In Toronto, Bianca Wylie challenges Google and its connected city

Yann Legendre

A "Sleight of hand worthy of the best magicians", a "Heist", a " battle " where technology plays the role of " Trojan horse " for "Privatize the city". Bianca Wylie has a sense of formula when she talks about the futuristic project of the Quayside neighborhood in Toronto. For two years, this 40-year-old activist, mother of two, has been giving nightmares to the leaders of Sidewalk Labs, Google's sister company, who plan to transform this wasteland in Canada's metropolis into an innovative "smart city" laboratory.

On Toronto’s Twitter account, you’ll see a picture of tart candies, those that explode in the mouth and explode in the mouth for a long time. The image nicely illustrates the funny and often acidic stances of one who delights in pinning down the language of the communicants of the American giant. Under the "Dynamic streets", heated and modular according to the weather or traffic, or behind the wooden panels of ecological buildings, Bianca Wylie mainly tracks the sensors scattered throughout the future district. With a conviction: who holds the data will have the keys to the city.

Citizen consultation

This Tuesday in December, the activist is rather happy. The day before, she participated in a consultation meeting organized by the municipality. The first in a series of meetings open to residents at Toronto's tech square, and the culmination of almost a year of mobilization for the #blocksidewalk collective she founded with other opponents of the project. "Even if the result is not guaranteed, we are finally starting to take the time to think together about what we want to do with technology", ensures she.

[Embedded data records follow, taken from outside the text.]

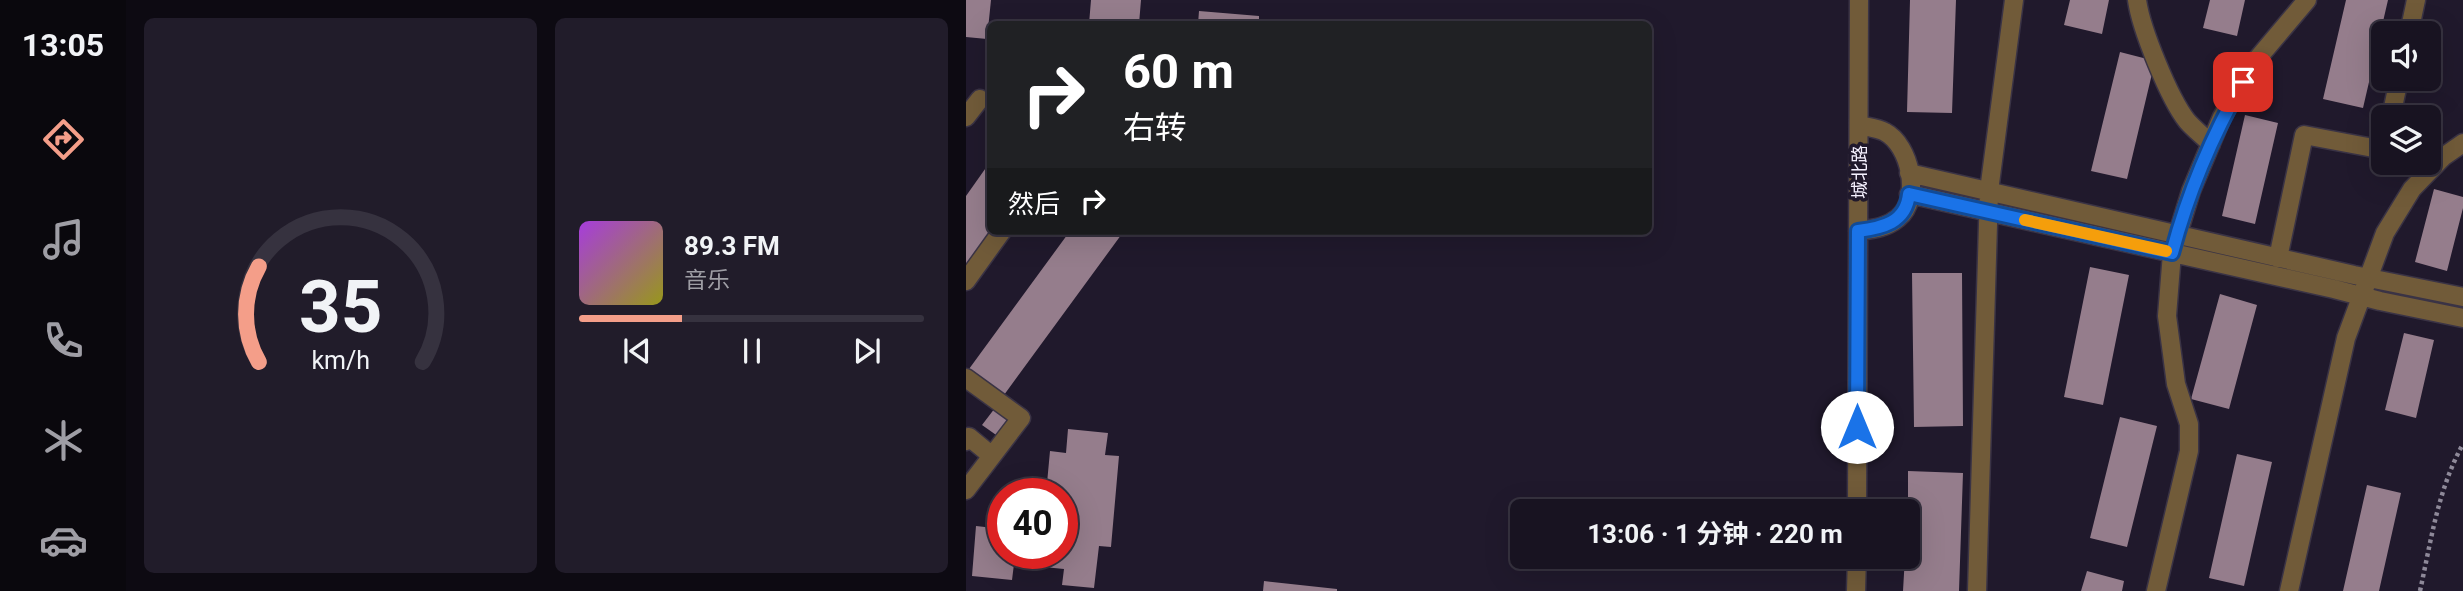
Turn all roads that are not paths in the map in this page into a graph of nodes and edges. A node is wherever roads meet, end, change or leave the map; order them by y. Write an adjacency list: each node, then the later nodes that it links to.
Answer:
1 (1859, 0): 9 (street, 城北路)
2 (2014, 0): 14 (street)
3 (2137, 0): 11 (street)
4 (2307, 0): 11 (street)
5 (2416, 0): 6 (street)
6 (2412, 21)
7 (980, 99): 8 (street)
8 (966, 117)
9 (1859, 125): 13 (street); 17 (street, 城北路)
10 (2463, 143): 22 (street)
11 (2211, 144): 18 (street)
12 (2371, 148): 21 (street)
13 (1909, 173): 14 (street); 15 (street)
14 (1989, 191): 16 (street); 18 (street)
15 (1909, 194): 16 (street); 17 (street)
16 (1988, 212): 20 (street); 34 (street)
17 (1858, 231): 31 (street, 城北路)
18 (2177, 234): 20 (street); 21 (street)
19 (1000, 235): 23 (street)
20 (2172, 253): 24 (street); 35 (street)
21 (2278, 258): 22 (street)
22 (2369, 277): 24 (street); 25 (street)
23 (966, 281)
24 (2363, 296): 26 (street); 36 (street)
25 (2463, 297)
26 (2463, 318)
27 (966, 378): 29 (street)
28 (966, 441): 29 (street)
29 (992, 456): 30 (street)
30 (966, 490)
31 (1857, 499)
32 (1857, 569): 33 (street)
33 (1856, 591)
34 (1977, 591)
35 (2156, 591)
36 (2289, 591)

In Toronto, and more generally in Quebec, she is leading one of the sharpest reflections today on urban governance in the digital age, the role of public authorities and the place of citizen consent. For her, the connected city remains an unthinkable, where it is urgent to breathe democratic debate. With four researchers, the blogger launched a debate website on the future of cities in November. A "Complementary work to the Sidewalk Labs project", She explains, "So as not to get caught up in a binary vision of our future, as if there was only one way to innovate, as if there were only Google or nothing".